[Task goal]: Which of the lines below include the word "Trail"? Pull each one out.

Segment Start: Data records

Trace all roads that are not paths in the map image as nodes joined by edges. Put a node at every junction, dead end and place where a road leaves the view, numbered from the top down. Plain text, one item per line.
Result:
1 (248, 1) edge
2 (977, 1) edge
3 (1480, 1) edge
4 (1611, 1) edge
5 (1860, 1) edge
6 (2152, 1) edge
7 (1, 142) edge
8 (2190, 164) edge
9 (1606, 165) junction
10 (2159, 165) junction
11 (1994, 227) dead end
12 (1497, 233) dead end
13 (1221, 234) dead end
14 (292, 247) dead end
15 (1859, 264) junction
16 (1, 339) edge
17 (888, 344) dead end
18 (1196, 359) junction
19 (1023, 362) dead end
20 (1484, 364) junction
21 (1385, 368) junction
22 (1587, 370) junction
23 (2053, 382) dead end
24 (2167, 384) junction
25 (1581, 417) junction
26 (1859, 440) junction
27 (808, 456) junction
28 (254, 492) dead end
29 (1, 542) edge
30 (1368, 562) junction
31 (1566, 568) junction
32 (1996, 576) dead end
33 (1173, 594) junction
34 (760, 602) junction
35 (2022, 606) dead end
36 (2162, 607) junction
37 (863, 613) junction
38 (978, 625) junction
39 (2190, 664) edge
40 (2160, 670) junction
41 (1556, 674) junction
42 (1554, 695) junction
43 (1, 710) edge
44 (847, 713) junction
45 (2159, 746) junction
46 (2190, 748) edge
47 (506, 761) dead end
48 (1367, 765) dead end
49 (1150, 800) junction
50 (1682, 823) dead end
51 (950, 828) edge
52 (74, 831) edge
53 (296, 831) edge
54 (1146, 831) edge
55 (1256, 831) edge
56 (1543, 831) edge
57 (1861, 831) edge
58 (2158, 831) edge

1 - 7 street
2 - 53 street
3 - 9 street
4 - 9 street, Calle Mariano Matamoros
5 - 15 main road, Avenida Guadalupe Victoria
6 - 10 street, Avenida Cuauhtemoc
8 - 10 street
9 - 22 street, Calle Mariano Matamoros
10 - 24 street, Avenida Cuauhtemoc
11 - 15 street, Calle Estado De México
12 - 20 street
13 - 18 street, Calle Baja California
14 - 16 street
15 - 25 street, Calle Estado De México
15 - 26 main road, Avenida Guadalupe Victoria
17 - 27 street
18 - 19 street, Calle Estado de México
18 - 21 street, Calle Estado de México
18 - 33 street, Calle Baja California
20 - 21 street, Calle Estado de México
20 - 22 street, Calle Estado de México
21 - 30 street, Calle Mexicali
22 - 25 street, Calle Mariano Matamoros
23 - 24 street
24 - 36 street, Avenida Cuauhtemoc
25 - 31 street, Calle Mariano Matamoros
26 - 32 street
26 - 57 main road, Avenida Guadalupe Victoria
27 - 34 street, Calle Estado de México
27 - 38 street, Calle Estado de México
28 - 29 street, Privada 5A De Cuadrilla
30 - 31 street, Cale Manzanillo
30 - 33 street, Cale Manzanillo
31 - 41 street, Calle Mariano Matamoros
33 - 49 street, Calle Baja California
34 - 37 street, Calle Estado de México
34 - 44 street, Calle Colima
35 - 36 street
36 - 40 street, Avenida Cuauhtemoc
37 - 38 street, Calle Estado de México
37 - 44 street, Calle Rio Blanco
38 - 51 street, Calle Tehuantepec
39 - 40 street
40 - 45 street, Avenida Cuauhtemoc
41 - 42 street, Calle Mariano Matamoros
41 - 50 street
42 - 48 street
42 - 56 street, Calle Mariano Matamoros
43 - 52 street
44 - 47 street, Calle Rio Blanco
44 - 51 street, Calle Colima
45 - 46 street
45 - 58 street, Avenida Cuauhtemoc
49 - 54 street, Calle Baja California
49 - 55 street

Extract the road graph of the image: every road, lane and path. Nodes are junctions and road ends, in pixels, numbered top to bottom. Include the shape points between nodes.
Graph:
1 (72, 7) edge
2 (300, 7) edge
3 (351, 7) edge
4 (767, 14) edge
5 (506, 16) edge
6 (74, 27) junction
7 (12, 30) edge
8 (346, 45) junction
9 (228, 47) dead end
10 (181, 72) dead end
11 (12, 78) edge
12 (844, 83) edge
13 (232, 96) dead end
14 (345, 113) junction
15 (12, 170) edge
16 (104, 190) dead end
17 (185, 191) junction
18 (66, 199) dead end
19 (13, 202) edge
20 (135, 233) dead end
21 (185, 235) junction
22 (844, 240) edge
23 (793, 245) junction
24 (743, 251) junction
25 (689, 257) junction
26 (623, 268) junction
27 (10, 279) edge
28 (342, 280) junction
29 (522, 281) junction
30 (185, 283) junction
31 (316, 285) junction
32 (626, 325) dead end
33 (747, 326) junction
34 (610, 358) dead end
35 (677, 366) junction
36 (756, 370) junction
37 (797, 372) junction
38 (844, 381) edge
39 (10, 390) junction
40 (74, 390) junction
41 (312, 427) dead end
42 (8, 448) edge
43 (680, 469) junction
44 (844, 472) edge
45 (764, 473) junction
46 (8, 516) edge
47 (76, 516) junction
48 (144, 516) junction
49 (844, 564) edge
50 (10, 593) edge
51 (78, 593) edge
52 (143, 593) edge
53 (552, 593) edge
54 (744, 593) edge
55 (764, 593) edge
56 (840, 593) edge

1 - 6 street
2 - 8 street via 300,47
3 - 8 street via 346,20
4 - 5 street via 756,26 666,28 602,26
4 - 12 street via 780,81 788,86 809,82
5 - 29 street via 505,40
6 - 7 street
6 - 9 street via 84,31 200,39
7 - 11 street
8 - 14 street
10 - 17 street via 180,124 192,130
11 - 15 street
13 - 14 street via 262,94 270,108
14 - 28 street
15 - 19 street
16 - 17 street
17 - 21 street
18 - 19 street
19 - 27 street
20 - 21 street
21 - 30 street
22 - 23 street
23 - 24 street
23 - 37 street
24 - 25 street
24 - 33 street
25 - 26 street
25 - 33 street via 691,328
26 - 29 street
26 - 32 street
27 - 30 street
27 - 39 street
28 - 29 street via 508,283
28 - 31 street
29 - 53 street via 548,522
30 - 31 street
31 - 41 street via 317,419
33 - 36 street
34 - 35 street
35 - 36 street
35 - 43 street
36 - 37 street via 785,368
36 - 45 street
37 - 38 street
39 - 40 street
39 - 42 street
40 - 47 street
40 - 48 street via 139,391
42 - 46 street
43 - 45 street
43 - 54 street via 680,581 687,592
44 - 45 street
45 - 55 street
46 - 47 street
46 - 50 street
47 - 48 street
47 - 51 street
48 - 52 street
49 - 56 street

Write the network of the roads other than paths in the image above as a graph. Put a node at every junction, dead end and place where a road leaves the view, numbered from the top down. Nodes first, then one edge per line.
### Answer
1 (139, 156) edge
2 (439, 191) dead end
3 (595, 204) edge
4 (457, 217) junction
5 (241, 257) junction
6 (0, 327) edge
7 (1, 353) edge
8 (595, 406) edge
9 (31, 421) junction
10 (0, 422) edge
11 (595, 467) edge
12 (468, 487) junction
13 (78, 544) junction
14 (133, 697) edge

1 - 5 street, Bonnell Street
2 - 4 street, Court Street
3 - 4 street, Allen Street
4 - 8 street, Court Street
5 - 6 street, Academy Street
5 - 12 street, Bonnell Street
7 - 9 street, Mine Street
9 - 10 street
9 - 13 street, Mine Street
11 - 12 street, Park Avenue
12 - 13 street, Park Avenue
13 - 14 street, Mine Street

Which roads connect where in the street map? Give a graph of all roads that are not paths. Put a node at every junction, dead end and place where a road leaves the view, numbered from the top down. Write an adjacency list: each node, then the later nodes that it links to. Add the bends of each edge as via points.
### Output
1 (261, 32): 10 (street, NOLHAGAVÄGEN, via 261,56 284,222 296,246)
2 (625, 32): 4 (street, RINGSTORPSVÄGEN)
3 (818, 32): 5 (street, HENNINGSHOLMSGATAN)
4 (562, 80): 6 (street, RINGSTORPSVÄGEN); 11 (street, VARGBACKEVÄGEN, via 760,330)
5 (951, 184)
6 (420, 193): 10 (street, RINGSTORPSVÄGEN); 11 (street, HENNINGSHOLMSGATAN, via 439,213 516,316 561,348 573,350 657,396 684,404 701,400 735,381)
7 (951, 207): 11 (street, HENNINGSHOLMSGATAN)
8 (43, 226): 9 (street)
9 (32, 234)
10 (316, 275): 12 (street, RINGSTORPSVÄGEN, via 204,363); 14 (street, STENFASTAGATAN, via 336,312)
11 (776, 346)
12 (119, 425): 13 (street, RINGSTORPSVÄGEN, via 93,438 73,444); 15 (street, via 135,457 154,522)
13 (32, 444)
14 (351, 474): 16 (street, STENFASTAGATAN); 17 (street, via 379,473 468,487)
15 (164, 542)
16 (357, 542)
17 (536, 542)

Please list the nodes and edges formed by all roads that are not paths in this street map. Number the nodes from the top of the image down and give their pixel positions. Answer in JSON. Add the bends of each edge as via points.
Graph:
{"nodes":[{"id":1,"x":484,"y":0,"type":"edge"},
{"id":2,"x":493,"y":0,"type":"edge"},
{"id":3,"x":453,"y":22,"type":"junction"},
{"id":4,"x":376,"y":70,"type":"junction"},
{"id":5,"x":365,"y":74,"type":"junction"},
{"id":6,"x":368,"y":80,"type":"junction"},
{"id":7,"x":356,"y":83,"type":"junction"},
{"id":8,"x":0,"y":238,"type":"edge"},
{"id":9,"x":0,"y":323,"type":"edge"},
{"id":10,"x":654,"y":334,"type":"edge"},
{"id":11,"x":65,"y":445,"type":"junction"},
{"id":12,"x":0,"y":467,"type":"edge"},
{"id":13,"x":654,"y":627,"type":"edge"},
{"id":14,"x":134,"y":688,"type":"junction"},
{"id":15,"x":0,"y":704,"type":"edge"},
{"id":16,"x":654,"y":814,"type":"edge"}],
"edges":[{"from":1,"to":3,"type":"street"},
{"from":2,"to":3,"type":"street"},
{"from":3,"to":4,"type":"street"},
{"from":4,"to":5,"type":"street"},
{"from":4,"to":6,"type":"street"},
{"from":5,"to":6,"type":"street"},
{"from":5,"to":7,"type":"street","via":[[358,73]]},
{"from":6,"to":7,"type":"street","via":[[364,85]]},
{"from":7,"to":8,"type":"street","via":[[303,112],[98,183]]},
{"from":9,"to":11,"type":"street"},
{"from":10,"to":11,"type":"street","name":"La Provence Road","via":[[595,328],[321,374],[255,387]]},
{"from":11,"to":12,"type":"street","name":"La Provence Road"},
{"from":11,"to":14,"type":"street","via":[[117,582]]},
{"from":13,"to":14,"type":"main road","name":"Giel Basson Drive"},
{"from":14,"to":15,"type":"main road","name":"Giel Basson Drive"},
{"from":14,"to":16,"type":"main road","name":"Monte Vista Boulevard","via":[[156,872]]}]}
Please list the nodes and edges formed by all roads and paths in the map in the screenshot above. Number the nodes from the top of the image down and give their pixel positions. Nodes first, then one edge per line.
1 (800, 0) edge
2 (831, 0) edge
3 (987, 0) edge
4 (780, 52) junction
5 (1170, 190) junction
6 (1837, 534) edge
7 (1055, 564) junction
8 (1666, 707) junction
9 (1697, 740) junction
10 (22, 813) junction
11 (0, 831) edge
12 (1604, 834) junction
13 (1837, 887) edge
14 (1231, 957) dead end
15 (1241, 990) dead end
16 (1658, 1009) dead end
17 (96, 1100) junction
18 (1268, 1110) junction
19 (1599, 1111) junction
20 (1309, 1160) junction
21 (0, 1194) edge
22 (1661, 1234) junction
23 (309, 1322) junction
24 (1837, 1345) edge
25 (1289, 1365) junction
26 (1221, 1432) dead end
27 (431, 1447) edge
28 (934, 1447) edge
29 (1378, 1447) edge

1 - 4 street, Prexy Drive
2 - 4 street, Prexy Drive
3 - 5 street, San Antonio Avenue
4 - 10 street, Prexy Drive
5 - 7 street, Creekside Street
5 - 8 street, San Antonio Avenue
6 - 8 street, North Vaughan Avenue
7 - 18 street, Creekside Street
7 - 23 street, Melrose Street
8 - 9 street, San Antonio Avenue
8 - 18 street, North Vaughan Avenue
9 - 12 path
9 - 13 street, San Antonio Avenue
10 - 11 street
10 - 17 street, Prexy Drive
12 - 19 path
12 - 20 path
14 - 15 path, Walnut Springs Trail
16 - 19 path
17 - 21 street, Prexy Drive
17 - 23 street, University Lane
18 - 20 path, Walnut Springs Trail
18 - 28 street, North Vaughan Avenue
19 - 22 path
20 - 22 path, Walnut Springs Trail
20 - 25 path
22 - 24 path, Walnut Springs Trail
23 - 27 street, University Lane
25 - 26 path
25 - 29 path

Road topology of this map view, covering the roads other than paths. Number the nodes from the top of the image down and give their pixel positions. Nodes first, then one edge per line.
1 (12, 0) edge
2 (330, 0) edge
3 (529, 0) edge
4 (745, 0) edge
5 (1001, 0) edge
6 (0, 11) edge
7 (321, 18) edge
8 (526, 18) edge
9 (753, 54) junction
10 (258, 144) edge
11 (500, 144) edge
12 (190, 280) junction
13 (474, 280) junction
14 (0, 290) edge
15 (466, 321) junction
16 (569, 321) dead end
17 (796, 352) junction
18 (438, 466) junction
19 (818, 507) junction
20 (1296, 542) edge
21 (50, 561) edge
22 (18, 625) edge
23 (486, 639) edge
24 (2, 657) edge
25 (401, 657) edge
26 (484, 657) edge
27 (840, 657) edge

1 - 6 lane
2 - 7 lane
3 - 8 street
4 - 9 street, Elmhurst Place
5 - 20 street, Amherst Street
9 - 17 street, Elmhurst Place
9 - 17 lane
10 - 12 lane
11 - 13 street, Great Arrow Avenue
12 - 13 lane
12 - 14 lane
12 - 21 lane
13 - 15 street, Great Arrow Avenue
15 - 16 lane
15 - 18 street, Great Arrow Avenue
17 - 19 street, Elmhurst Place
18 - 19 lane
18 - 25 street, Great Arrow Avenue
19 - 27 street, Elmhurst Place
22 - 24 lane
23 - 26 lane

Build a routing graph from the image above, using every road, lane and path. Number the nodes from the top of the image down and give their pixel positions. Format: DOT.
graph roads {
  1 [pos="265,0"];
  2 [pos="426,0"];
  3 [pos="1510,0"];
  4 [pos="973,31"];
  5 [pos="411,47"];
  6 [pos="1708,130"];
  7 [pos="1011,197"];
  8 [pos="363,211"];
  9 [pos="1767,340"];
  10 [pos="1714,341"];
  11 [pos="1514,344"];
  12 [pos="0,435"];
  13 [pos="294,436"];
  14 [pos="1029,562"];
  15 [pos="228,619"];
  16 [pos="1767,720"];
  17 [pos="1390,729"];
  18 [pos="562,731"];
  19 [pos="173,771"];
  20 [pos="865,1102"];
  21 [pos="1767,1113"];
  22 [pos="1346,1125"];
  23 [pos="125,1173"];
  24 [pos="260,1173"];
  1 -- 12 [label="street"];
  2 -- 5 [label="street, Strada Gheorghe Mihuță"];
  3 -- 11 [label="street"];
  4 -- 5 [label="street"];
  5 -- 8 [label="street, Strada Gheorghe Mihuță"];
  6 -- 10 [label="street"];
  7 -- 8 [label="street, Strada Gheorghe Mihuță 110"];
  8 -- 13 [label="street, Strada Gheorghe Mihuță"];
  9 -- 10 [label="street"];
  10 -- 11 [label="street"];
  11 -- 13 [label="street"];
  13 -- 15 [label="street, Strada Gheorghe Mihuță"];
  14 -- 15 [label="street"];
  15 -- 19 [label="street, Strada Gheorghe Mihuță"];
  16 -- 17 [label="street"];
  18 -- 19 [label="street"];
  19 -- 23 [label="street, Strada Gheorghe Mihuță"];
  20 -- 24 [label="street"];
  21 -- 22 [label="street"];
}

Segment End: Data records

[Written response]:
14 - 15 path, Walnut Springs Trail
18 - 20 path, Walnut Springs Trail
20 - 22 path, Walnut Springs Trail
22 - 24 path, Walnut Springs Trail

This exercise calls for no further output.